## What this task involves
From the records below, pull each line that has "Right".

——————

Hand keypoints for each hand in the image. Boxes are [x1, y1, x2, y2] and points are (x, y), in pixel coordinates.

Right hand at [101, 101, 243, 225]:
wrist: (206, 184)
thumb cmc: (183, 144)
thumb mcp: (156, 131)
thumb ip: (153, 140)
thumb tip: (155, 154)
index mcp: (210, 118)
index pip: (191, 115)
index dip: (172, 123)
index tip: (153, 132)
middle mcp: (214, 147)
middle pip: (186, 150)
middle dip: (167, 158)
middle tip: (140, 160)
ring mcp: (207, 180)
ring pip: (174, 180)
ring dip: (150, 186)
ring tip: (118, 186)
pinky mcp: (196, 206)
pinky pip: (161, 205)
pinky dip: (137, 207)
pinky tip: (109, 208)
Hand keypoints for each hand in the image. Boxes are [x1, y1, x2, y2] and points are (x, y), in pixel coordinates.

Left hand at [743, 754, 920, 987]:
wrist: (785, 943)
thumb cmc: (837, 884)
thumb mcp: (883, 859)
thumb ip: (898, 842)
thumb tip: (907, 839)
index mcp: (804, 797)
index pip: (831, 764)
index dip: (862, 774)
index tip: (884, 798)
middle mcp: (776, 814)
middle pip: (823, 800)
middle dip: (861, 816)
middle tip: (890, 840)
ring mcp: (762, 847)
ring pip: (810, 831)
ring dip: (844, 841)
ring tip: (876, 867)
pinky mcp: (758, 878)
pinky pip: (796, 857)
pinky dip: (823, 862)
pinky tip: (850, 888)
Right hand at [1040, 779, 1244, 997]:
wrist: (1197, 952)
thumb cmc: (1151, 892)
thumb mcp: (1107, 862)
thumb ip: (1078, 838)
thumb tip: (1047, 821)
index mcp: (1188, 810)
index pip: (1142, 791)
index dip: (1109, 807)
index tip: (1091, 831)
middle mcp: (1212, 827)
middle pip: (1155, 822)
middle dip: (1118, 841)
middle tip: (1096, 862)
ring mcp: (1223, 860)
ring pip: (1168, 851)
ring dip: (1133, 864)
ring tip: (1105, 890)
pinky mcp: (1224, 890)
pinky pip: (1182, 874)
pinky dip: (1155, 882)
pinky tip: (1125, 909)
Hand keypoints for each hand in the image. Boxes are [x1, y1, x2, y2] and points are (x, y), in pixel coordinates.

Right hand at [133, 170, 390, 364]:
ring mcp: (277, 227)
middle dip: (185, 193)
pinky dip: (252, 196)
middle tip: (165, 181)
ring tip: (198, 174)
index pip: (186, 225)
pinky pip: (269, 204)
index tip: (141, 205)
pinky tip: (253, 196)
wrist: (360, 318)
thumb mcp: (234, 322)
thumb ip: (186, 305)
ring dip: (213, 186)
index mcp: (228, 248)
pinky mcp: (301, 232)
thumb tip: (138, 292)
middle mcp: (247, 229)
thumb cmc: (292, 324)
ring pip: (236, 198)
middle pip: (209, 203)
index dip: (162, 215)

——————

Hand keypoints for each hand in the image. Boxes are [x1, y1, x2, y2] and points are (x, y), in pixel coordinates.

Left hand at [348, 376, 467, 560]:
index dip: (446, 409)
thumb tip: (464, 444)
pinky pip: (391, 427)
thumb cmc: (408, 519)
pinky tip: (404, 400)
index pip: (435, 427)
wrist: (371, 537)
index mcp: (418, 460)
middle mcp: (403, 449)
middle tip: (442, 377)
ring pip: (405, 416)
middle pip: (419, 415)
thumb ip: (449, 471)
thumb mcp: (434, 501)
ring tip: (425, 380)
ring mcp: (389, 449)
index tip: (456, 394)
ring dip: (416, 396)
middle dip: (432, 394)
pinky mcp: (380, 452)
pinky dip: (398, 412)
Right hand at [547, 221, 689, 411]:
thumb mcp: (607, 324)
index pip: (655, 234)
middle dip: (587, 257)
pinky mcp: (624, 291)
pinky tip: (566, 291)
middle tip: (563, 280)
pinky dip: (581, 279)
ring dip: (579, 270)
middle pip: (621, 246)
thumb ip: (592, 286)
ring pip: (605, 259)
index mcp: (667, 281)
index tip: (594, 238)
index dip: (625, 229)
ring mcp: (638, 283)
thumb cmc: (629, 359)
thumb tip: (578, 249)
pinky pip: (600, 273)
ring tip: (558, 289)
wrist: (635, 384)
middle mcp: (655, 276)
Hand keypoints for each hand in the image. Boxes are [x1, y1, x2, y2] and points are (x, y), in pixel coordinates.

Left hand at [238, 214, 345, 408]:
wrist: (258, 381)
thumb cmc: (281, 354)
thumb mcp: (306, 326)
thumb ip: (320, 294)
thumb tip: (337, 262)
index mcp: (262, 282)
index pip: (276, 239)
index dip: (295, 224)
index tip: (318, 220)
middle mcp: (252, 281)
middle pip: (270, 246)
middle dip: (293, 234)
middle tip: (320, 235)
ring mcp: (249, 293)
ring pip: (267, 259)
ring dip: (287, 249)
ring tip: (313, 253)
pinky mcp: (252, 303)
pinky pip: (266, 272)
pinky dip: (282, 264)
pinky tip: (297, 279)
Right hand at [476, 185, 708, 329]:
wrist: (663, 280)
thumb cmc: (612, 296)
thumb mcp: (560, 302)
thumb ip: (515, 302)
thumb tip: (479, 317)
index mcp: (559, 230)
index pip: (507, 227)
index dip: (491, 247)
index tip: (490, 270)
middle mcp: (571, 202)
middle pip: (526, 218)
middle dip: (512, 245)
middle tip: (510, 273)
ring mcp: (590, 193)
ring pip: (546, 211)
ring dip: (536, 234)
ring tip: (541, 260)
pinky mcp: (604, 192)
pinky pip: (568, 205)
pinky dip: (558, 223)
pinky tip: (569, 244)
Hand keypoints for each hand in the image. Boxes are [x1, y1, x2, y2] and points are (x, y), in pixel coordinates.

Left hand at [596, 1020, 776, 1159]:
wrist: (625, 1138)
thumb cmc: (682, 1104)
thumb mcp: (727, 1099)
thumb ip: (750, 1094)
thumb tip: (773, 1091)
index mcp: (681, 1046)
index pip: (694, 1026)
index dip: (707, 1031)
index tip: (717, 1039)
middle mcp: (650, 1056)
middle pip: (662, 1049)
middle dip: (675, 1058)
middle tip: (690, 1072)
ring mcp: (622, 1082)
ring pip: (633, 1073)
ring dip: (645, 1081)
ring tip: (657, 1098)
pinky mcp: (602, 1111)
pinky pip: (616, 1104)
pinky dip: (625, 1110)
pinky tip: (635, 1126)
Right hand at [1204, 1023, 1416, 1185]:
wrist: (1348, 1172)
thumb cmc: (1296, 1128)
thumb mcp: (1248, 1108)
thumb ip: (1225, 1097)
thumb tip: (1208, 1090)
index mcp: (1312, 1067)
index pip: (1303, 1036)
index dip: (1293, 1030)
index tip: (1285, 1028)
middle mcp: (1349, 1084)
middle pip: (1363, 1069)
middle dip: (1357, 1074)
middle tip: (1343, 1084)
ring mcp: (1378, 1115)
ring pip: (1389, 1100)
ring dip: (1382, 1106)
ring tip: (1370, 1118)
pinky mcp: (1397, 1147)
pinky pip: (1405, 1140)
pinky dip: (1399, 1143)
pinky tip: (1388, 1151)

——————

## Exercise result
Right hand at [101, 101, 243, 225]:
Right hand at [1040, 779, 1244, 997]:
Right hand at [133, 170, 390, 364]:
Right hand at [547, 221, 689, 411]:
Right hand at [476, 185, 708, 329]:
Right hand at [1204, 1023, 1416, 1185]:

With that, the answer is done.